Finalement, le street-art est peut-être une réponse au dépouillement esthétique des villes modernes ? C’est pourquoi ALI aime associer les habitants en amont de ses créations pour aller chercher les décors cachés, sur les bouches d’égout par exemple. « L’émergence de l’art urbain est une manière de remplir ces pages blanches que sont les murs de béton, de retrouver des formes ornementales. En cherchant bien, on se rend compte que certaines formes sont ancrées dans des lieux, en fonction de l’artisanat local qui fait l’identité des villes. C’est comme raconter une forme d’histoire, une histoire de la forme ».
« Il faut parfois se perdre dans une ville pour la découvrir »

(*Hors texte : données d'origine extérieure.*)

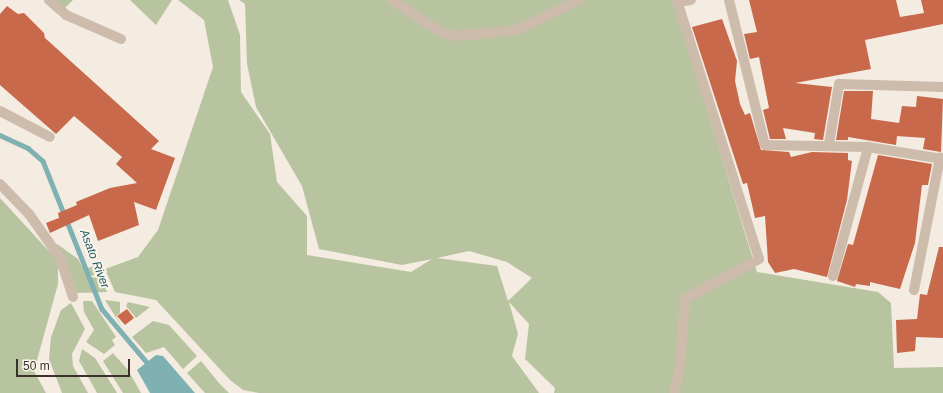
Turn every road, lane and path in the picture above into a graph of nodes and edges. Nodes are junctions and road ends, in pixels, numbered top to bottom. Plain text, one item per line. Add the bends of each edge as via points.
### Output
1 (48, 0) edge
2 (392, 0) edge
3 (579, 0) edge
4 (691, 0) edge
5 (729, 0) edge
6 (677, 1) edge
7 (121, 39) dead end
8 (943, 87) edge
9 (0, 111) edge
10 (50, 137) dead end
11 (828, 144) junction
12 (868, 147) junction
13 (942, 159) edge
14 (0, 184) edge
15 (833, 276) dead end
16 (914, 290) dead end
17 (73, 297) dead end
18 (674, 393) edge

1 - 7 street via 66,15
2 - 3 street via 442,32 458,36 517,30
4 - 6 street
5 - 11 street via 765,145
6 - 18 street via 759,259 685,299 680,366
8 - 11 street via 839,84
9 - 10 street
11 - 12 street
12 - 13 street
12 - 15 street
13 - 16 street
14 - 17 street via 29,214 60,258

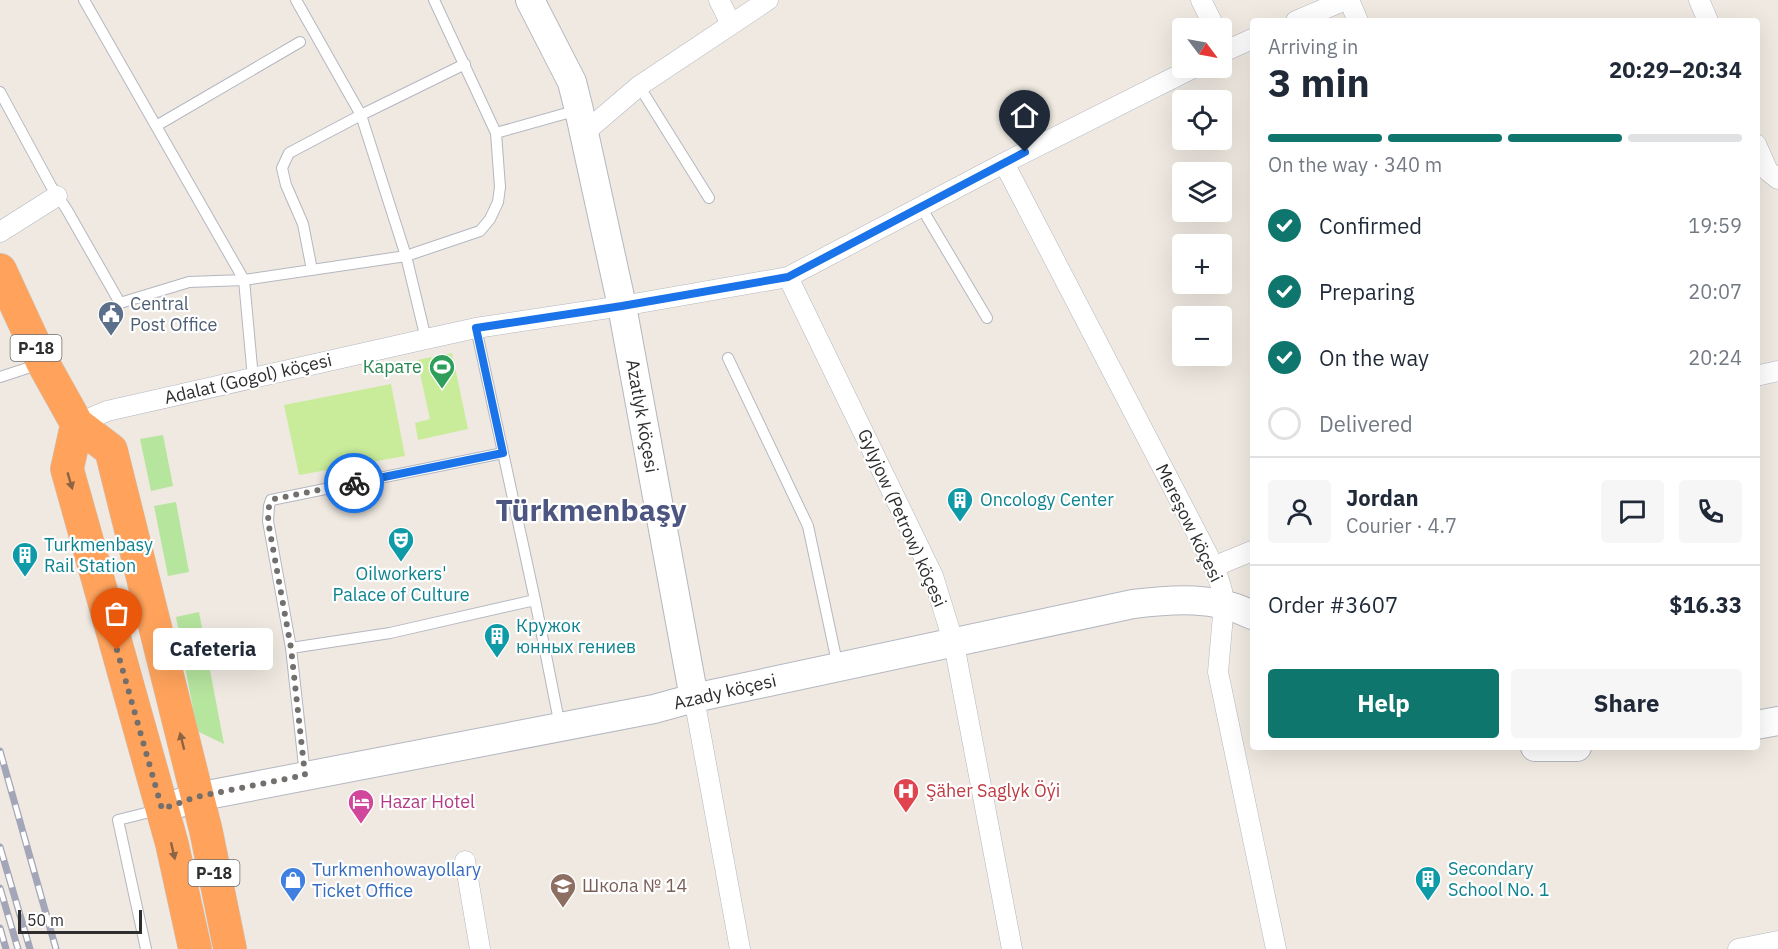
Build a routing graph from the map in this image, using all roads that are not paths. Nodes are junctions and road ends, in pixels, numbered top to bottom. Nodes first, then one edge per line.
1 (84, 0) edge
2 (296, 0) edge
3 (434, 0) edge
4 (530, 0) edge
5 (719, 0) edge
6 (768, 0) edge
7 (1201, 0) edge
8 (1347, 0) edge
9 (1700, 0) edge
10 (1210, 18) edge
11 (1303, 18) edge
12 (1356, 18) edge
13 (1707, 18) edge
14 (732, 24) junction
15 (1250, 40) edge
16 (300, 42) dead end
17 (1232, 45) edge
18 (465, 64) junction
19 (1173, 78) edge
20 (639, 86) junction
21 (0, 92) edge
22 (361, 115) junction
23 (581, 122) junction
24 (156, 126) junction
25 (496, 133) junction
26 (1760, 153) edge
27 (1004, 163) junction
28 (1778, 179) edge
29 (57, 196) junction
30 (709, 198) dead end
31 (921, 207) junction
32 (0, 232) edge
33 (406, 256) junction
34 (0, 270) edge
35 (312, 270) junction
36 (788, 277) junction
37 (244, 280) junction
38 (622, 306) junction
39 (987, 318) dead end
40 (476, 328) junction
41 (426, 339) junction
42 (728, 358) dead end
43 (43, 363) junction
44 (1778, 370) edge
45 (1760, 375) edge
46 (0, 377) edge
47 (253, 378) junction
48 (77, 424) junction
49 (503, 453) junction
50 (1250, 552) edge
51 (1213, 567) junction
52 (535, 600) junction
53 (1224, 604) junction
54 (1250, 614) edge
55 (954, 644) junction
56 (291, 648) junction
57 (838, 667) junction
58 (693, 698) junction
59 (1778, 721) edge
60 (1760, 724) edge
61 (560, 727) junction
62 (305, 775) junction
63 (196, 797) junction
64 (162, 809) junction
65 (465, 861) dead end
66 (1778, 941) edge
67 (146, 949) edge
68 (195, 949) edge
69 (230, 949) edge
70 (480, 949) edge
71 (740, 949) edge
72 (1012, 949) edge
73 (1276, 949) edge
74 (1738, 949) edge

1 - 24 lane
2 - 22 lane
3 - 18 lane
4 - 23 main road, Azatlyk köçesi
5 - 14 street
6 - 14 street
7 - 10 street
8 - 11 street
8 - 12 street
9 - 13 street
14 - 20 street
15 - 17 street
16 - 24 lane
18 - 22 lane
18 - 25 lane
19 - 27 street, Adalat (Gogol) köçesi
20 - 23 street
20 - 30 lane
21 - 29 lane
22 - 33 lane
22 - 35 lane
23 - 25 lane
23 - 38 main road, Azatlyk köçesi
24 - 37 lane
25 - 33 lane
26 - 28 street
27 - 31 street, Adalat (Gogol) köçesi
27 - 51 street, Mereşow köçesi
29 - 32 street
29 - 37 lane
31 - 36 street, Adalat (Gogol) köçesi
31 - 39 lane
33 - 35 lane
33 - 41 lane
34 - 43 highway, P-18
35 - 37 lane
36 - 38 street, Adalat (Gogol) köçesi
36 - 55 street, Gylyjow (Petrow) köçesi
37 - 47 lane
38 - 40 street, Adalat (Gogol) köçesi
38 - 58 main road, Azatlyk köçesi
40 - 41 street, Adalat (Gogol) köçesi
40 - 49 lane
41 - 47 street, Adalat (Gogol) köçesi
42 - 57 lane
43 - 46 lane
43 - 48 highway, P-18
44 - 45 street
47 - 48 street, Adalat (Gogol) köçesi
63 -> 48 highway, P-18
48 -> 64 highway, P-18
49 - 52 lane
49 - 56 lane
50 - 51 street
51 - 53 street, Mereşow köçesi
52 - 56 lane
52 - 61 lane
53 - 54 main road, Azady köçesi
53 - 55 main road, Azady köçesi
53 - 73 street, Mereşow köçesi
55 - 57 main road, Azady köçesi
55 - 72 street, Gylyjow (Petrow) köçesi
56 - 62 lane
57 - 58 main road, Azady köçesi
58 - 61 main road, Azady köçesi
58 - 71 street, Azatlyk köçesi
59 - 60 main road
61 - 62 main road, Azady köçesi
62 - 63 main road, Azady köçesi
63 - 64 main road, Azady köçesi
63 - 69 highway, P-18
64 - 67 lane
64 -> 68 highway, P-18
65 - 70 street
66 - 74 street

A force de l’arpenter, ALI est même devenu un fin connaisseur de Rennes, il a même servi de « « guide » pour l’émission des Échappées Belles. « Je connais bien la ville je m’y balade beaucoup à vélo, ça laisse le temps d’observer le tissu architectural. Le centre-ville est agréable, j’aime bien faire découvrir des petits détails à mes amis. On n’a jamais fait le tour d’une ville, c’est pourquoi j’aime bien suivre des visites guidées de l’office de tourisme pour découvrir les cours cachées, apprendre des choses sur l’histoire des bâtiments. Il faut parfois se perdre dans une ville pour mieux la découvrir ».
« Le dynamisme culturel de Rennes m’a fait rester ici »
A la fois source d’inspiration et terrain de jeu, Rennes occupe une place à part dans son travail, même s’il est de plus en plus sollicité hors de Rennes. « En matière de promotion de l’art urbain, Rennes est très avance sur d’autres villes : avec le Rue (Réseau Urbain d’Expression), les personnes à la culture qui sont spécialisées dans le street-art, des lieux comme l’Hôtel Pasteur et les appels à projet qui sont lancés… En tant qu’artiste, c’est important d’être soutenu par la ville, j’ai pu bénéficier d’un atelier dans le centre pendant trois ans, d’une aide à la création pour le projet Rouages. Aucune autre ville n’a autant d’ateliers d’artistes. Pour en avoir discuté avec d’autres artistes, c’est très rare. Le dynamisme culturel de Rennes fait que je suis resté et que j’ai envie d’y rester. L’art urbain est devenu populaire et en travaillant à Rennes ça m’a amené sur d’autres projets ».
- Dans le cadre d’Exporama, Arthur-Louis Ignoré expose à l’Orangerie du Thabor du 2 au 24 juillet 2022. Et pendant l’ouverture du jardin du Cloître du Couvent des Jacobins, le week-end du 2-3 juillet, il réalisera une œuvre à l’Office de tourisme sur une bâche de 10 mètres carrés qui sera exposée tout l’été.